Supplied material Block Start

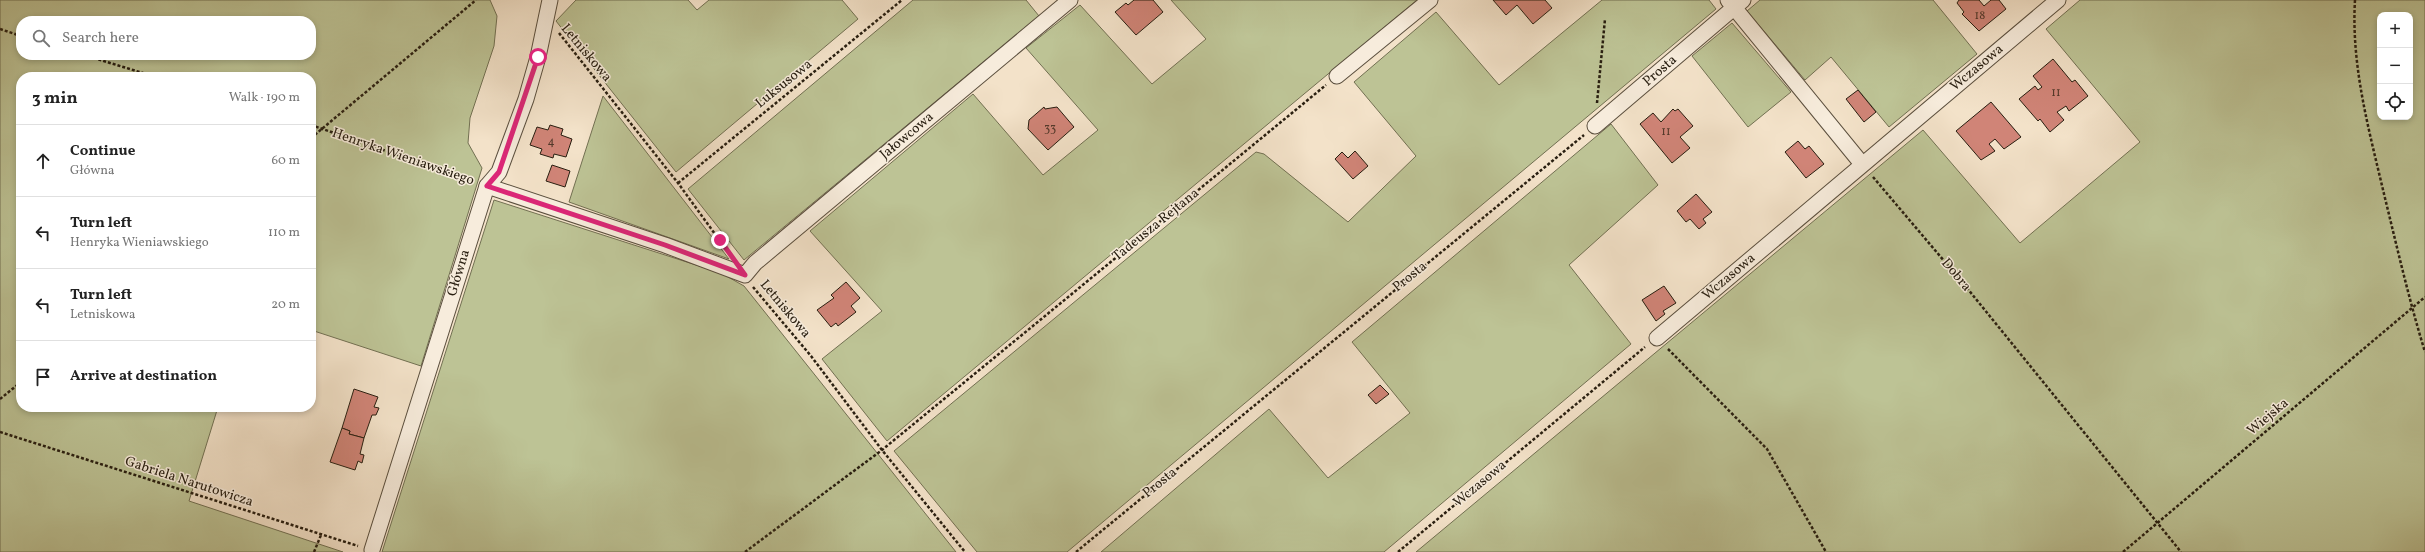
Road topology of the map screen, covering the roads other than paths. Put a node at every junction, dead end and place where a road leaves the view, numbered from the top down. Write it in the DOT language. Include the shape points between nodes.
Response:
graph roads {
  1 [pos="1070,0"];
  2 [pos="1430,0"];
  3 [pos="2058,0"];
  4 [pos="1735,2"];
  5 [pos="550,8"];
  6 [pos="1337,76"];
  7 [pos="1595,126"];
  8 [pos="1862,164"];
  9 [pos="487,186"];
  10 [pos="745,275"];
  11 [pos="1657,338"];
  12 [pos="372,550"];
  1 -- 10 [label="street, Jałowcowa" via="755,263"];
  2 -- 6 [label="street"];
  3 -- 8 [label="street, Wczasowa"];
  4 -- 7 [label="street, Prosta"];
  4 -- 8 [label="street"];
  5 -- 9 [label="street, Główna" via="526,98 499,172"];
  8 -- 11 [label="street, Wczasowa"];
  9 -- 10 [label="street, Henryka Wieniawskiego" via="665,245"];
  9 -- 12 [label="street, Główna"];
}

Supplied material Block End

Exercise aim: Retype all the data exactly; skip the pictures.

Answer box:
Road topology of the map screen, covering the roads other than paths. Put a node at every junction, dead end and place where a road leaves the view, numbered from the top down. Write it in the DOT language. Include the shape points between nodes.
Response:
graph roads {
  1 [pos="1070,0"];
  2 [pos="1430,0"];
  3 [pos="2058,0"];
  4 [pos="1735,2"];
  5 [pos="550,8"];
  6 [pos="1337,76"];
  7 [pos="1595,126"];
  8 [pos="1862,164"];
  9 [pos="487,186"];
  10 [pos="745,275"];
  11 [pos="1657,338"];
  12 [pos="372,550"];
  1 -- 10 [label="street, Jałowcowa" via="755,263"];
  2 -- 6 [label="street"];
  3 -- 8 [label="street, Wczasowa"];
  4 -- 7 [label="street, Prosta"];
  4 -- 8 [label="street"];
  5 -- 9 [label="street, Główna" via="526,98 499,172"];
  8 -- 11 [label="street, Wczasowa"];
  9 -- 10 [label="street, Henryka Wieniawskiego" via="665,245"];
  9 -- 12 [label="street, Główna"];
}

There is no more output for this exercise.